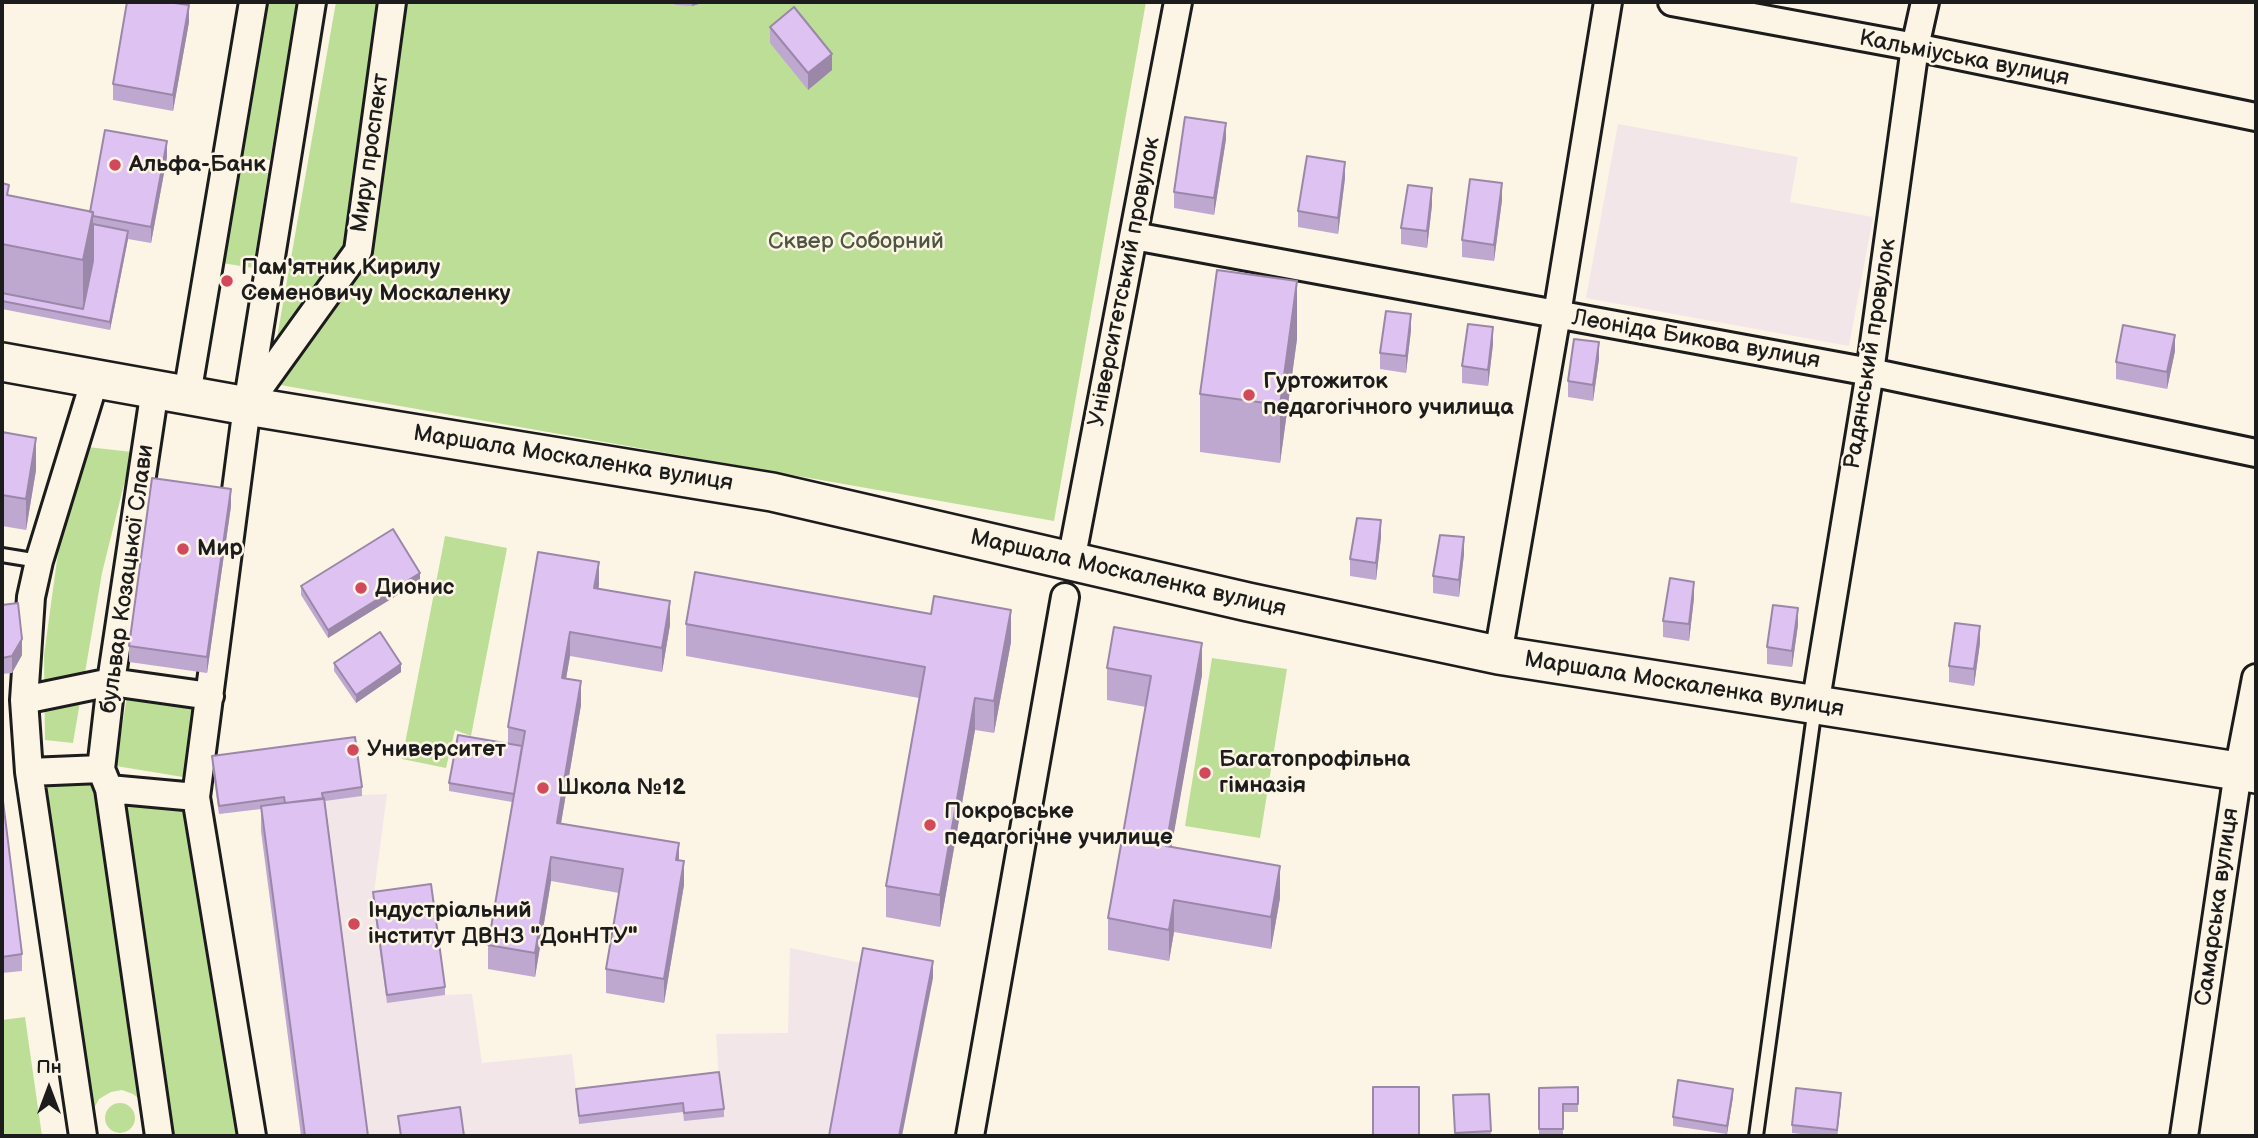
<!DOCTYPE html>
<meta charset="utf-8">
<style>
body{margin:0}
#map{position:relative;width:2258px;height:1138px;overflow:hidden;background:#fcf5e5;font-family:"Balsamiq Sans",sans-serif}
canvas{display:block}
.frame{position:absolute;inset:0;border:4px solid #1c1c1c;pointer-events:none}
.north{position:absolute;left:14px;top:1054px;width:70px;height:70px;-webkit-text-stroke:5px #fcf5e5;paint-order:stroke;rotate:0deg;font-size:19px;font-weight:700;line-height:28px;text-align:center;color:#1c1c1c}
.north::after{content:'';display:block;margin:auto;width:24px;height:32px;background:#1c1c1c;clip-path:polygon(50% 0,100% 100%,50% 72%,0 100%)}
</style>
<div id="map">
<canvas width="2258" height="1138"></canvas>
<div class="frame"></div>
<div class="north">Пн</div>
</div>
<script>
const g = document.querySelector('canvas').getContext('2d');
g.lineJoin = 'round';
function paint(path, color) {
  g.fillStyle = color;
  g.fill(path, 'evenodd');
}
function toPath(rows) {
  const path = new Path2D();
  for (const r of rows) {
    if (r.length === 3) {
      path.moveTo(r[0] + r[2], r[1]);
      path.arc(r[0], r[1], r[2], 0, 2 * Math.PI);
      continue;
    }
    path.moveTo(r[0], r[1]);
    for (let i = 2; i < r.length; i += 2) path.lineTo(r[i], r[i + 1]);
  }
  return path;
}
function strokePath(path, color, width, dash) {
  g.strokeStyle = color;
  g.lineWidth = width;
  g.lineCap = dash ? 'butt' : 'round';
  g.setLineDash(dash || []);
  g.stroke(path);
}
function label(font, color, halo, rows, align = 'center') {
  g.font = font + ' "Balsamiq Sans",sans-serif';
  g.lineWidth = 5;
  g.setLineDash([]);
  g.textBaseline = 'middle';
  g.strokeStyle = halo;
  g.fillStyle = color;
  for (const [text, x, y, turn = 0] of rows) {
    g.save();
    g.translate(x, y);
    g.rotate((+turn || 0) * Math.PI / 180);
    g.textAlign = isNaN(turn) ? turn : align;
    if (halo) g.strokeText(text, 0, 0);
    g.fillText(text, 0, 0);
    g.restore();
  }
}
paint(toPath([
 [1618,124,1798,157,1790,202,1873,217,1849,346,1586,298],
 [355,746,362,795,387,794,373,900,445,995,472,994,482,1063,572,1054,577,1097,719,1080,716,1034,788,1033,790,948,933,978,902,1136,301,1136,261,831,287,827,284,806,219,814,212,764]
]), '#f3e6e9');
paint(toPath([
 [260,2,297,2,270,160,234,154],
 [336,2,1146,2,1054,521,269,383],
 [231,167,268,173,253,268,216,262],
 [79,446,132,452,102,573,73,743,45,740,44,655,57,560],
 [445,536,507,548,471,736,455,730,446,768,402,759],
 [1212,658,1287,669,1260,838,1185,826],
 [128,689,140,699,185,706,186,699,201,702,189,778,116,766],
 [101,769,110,789,196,797,249,1136,141,1136,148,1123,142,1101,133,1094,122,1090,111,1092,99,1099,92,1112,95,1132,98,1136,83,1136,29,772],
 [25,1017,42,1136,2,1136,2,1020],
 [120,1118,15]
]), '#bdde97');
const lane = toPath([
 [2,555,39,561],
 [1756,1136,1815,707]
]);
const street = toPath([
 [1672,2,1915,47,2256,117],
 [1134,236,1870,372,2256,453],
 [187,395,253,2],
 [250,401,358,251,392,2],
 [1071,561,1178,2],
 [1498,655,1557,314,1608,2],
 [24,700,111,682,210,696],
 [1815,706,1870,372,1915,47,1925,2],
 [101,769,111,682,155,389],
 [29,772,24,700,31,597,39,561,95,379],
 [83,1136,29,772,101,769,109,789],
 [159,1136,109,789,196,797],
 [252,1136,196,797,247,406,312,2],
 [970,1136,1065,597],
 [2184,1136,2238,772,2256,678]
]);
const secondary = toPath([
 [2,362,247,406,772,492,1248,602,1498,655,2256,774]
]);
strokePath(lane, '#1c1c1c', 18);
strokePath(street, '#1c1c1c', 32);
strokePath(secondary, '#1c1c1c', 42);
strokePath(lane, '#fcf5e5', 12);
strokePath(street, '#fcf5e5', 26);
strokePath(secondary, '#fcf5e5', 37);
paint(toPath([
 [667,2,706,2,692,6,676,5],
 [189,22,173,111,113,100,113,84],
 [770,27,832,70,808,90,770,43],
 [1226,139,1214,215,1174,208,1174,192],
 [167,157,151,243,128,239,110,330,2,309,2,183,9,196,90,212],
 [1345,178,1338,234,1298,227,1298,211],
 [1502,200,1494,261,1462,257,1462,240],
 [1432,205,1427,248,1401,244,1401,228],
 [1411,330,1406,373,1380,369,1380,353],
 [1297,339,1280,463,1200,452,1200,394],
 [1493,344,1488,386,1462,383,1462,366],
 [2175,351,2167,389,2116,379,2116,362],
 [1599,359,1593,401,1568,397,1568,381],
 [2,432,36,470,26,530,2,526],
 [231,506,207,673,129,662,129,646],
 [1381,537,1376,580,1350,576,1350,559],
 [1464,554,1459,597,1433,593,1433,576],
 [420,581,328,638,301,595,301,586],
 [599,586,598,588,670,625,662,672,570,656,566,678,581,705,561,823,679,860,684,885,664,1003,606,993,606,969,619,893,551,881,535,977,488,969,488,945,512,802,449,791,449,783,508,743,508,727],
 [1694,598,1689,641,1663,637,1663,621],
 [2,605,22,655,12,673,2,674],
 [686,624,1011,642,994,733,975,730,940,927,886,917,886,886,919,698,686,656],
 [1798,625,1792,667,1767,664,1767,647],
 [1980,643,1974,686,1949,682,1949,666],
 [334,663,401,672,356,703,334,671],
 [1107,668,1202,675,1171,847,1280,898,1271,949,1174,932,1169,961,1108,950,1108,918,1146,707,1107,700],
 [212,756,362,787,362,796,325,801,368,1136,301,1136,261,831,261,809,219,814,212,764],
 [2,793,22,954,22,971,2,973],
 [373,892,445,987,445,995,387,1003,373,901],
 [1578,1087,1578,1112,1563,1112,1563,1136,1539,1136,1539,1088],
 [576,1089,724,1109,724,1117,684,1121,683,1112,579,1124],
 [1489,1094,1491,1136,1455,1136,1453,1095],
 [1733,1097,1727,1134,1673,1126,1673,1117],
 [1841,1101,1837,1136,1821,1136,1792,1133,1792,1125]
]), '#bfa8d0');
paint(toPath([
 [692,2,706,2,692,6],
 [189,5,189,22,173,111,173,95],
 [832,54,832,70,808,90,808,73],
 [1226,123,1226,139,1214,215,1214,198],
 [167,141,167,157,151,243,151,227],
 [1345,162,1345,178,1338,234,1338,218],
 [1502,183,1502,200,1494,261,1494,245],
 [1432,188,1432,205,1427,248,1427,231],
 [93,212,93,270,83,318,83,260],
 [128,231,128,239,110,330,110,322],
 [1297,281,1297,339,1280,463,1280,405],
 [1411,314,1411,330,1406,373,1406,356],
 [1493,327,1493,344,1488,386,1488,370],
 [2175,335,2175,351,2167,389,2167,372],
 [1599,342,1599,359,1593,401,1593,385],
 [36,438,36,470,26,530,26,499],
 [231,489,231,506,207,673,207,657],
 [1381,520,1381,537,1376,580,1376,563],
 [1464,537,1464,554,1459,597,1459,580],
 [599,562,599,586,594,612,594,588],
 [420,573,420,581,328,638,328,630],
 [1694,582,1694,598,1689,641,1689,624],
 [670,601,670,625,662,672,662,648],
 [1798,608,1798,625,1792,667,1792,651],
 [1011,610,1011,642,994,733,994,701],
 [1980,626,1980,643,1974,686,1974,669],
 [570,632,570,656,562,702,562,678],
 [22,639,22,655,12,673,12,656],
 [1202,643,1202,675,1166,878,1166,846],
 [401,664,401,672,356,703,356,695],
 [581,681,581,705,557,847,557,823],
 [975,698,975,730,940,927,940,895],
 [679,843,679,868,676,860],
 [551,857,551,881,535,977,535,953],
 [684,861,684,885,664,1003,664,979],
 [1280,866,1280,898,1271,949,1271,917],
 [1174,900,1174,932,1169,961,1169,930],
 [933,961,933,978,902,1136,899,1136],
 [1733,1089,1733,1097,1727,1134,1727,1126],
 [1841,1093,1841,1101,1837,1136,1837,1130]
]), '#9b88a9');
const building = toPath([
 [127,2,167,2,189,5,173,95,113,84,127,2],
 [794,7,832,54,808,73,770,27,794,7],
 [1185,117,1226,123,1214,198,1174,192,1185,117],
 [105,130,167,141,151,227,93,216,93,212,90,212,105,130],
 [1307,156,1345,162,1338,218,1298,211,1307,156],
 [1470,179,1502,183,1494,245,1462,240,1470,179],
 [2,183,9,185,7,195,93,212,83,260,2,244,2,183],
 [1408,185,1432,188,1427,231,1401,228,1408,185],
 [93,224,128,231,110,322,2,301,2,293,83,309,93,261,93,224],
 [1217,270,1297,281,1280,405,1200,394,1217,270],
 [1386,311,1411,314,1406,356,1380,353,1386,311],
 [1468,324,1493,327,1488,370,1462,366,1468,324],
 [2123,325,2175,335,2167,372,2116,362,2123,325],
 [1574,339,1599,342,1593,385,1568,381,1574,339],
 [2,432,36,438,26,499,2,495,2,432],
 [152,478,231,489,207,657,129,646,152,478],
 [1357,518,1381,520,1376,563,1350,559,1357,518],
 [393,529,420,573,328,630,301,586,393,529],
 [1440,535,1464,537,1459,580,1433,576,1440,535],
 [538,552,599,562,594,588,670,601,662,648,570,632,562,678,581,681,557,823,679,843,676,860,684,861,664,979,606,969,623,869,551,857,535,953,488,945,525,731,508,727,538,552],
 [695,572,931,614,934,596,1011,610,994,701,975,698,940,895,886,886,925,667,686,624,695,572],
 [1670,578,1694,582,1689,624,1663,621,1670,578],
 [18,603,22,639,12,656,2,658,2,605,18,603],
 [1773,605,1798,608,1792,651,1767,647,1773,605],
 [1955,623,1980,626,1974,669,1949,666,1955,623],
 [1114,627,1202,643,1166,846,1280,866,1271,917,1174,900,1169,930,1108,918,1151,676,1107,668,1114,627],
 [380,632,401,664,356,695,334,663,380,632],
 [458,735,522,746,514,794,449,783,458,735],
 [355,737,362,787,322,793,323,799,285,803,284,797,219,806,212,756,355,737],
 [2,793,22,954,2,957,2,793],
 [324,798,368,1136,305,1136,261,806,324,798],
 [431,884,445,987,387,995,373,892,431,884],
 [863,948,933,961,899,1136,829,1136,863,948],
 [719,1072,724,1109,684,1113,683,1103,579,1116,576,1089,719,1072],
 [1678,1080,1733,1089,1727,1126,1673,1117,1678,1080],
 [1373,1087,1419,1087,1419,1136,1373,1136,1373,1087],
 [1578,1087,1578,1104,1563,1104,1563,1129,1539,1129,1539,1088,1578,1087],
 [1796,1088,1841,1093,1837,1130,1792,1125,1796,1088],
 [1489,1094,1491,1131,1455,1133,1453,1095,1489,1094],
 [460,1107,464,1136,401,1136,398,1116,460,1107]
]);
paint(building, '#dec3f2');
strokePath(building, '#9b88a9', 2);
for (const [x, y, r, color] of [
 [115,165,7,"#d1495b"],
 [227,281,7,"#d1495b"],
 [1249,395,7,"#d1495b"],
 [183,549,7,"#d1495b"],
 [361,588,7,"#d1495b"],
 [353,750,7,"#d1495b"],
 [1205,773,7,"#d1495b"],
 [543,788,7,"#d1495b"],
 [930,825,7,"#d1495b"],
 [354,924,7,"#d1495b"]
]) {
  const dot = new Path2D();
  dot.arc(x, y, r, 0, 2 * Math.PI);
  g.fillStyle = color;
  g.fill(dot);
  strokePath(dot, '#fcf5e5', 2.5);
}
label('23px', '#1c1c1c', '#fcf5e5', [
 ["Кальміуська вулиця",1964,59,11],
 ["Миру проспект",371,153,-82],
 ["Університетський провулок",1125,282,-79],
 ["Леоніда Бикова вулиця",1696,340,10],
 ["Радянський провулок",1871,354,-81],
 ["Маршала Москаленка вулиця",573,459,9],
 ["Маршала Москаленка вулиця",1128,574,13],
 ["бульвар Козацької Слави",128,579,-82],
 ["Маршала Москаленка вулиця",1684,685,9],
 ["Самарська вулиця",2218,907,-82]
]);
label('bold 23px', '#1c1c1c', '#fcf5e5', [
 ["Альфа-Банк",129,165],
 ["Пам'ятник Кирилу",241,268],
 ["Семеновичу Москаленку",241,294],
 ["Гуртожиток",1263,382],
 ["педагогічного училища",1263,408],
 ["Мир",197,549],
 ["Дионис",375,588],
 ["Университет",367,750],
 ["Багатопрофільна",1219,760],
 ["гімназія",1219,786],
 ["Школа №12",557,788],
 ["Покровське",944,812],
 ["педагогічне училище",944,838],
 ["Індустріальний",368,911],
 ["інститут ДВНЗ \"ДонНТУ\"",368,937]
], 'left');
label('23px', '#4c5641', '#fcf5e5', [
 ["Сквер Соборний",856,242]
]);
</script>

• **EXERCISE REQUIREMENTS**:
Tally the lines of the listing that include "halo". Reply with nothing but the count.

• **SOLUTION BELOW**:
3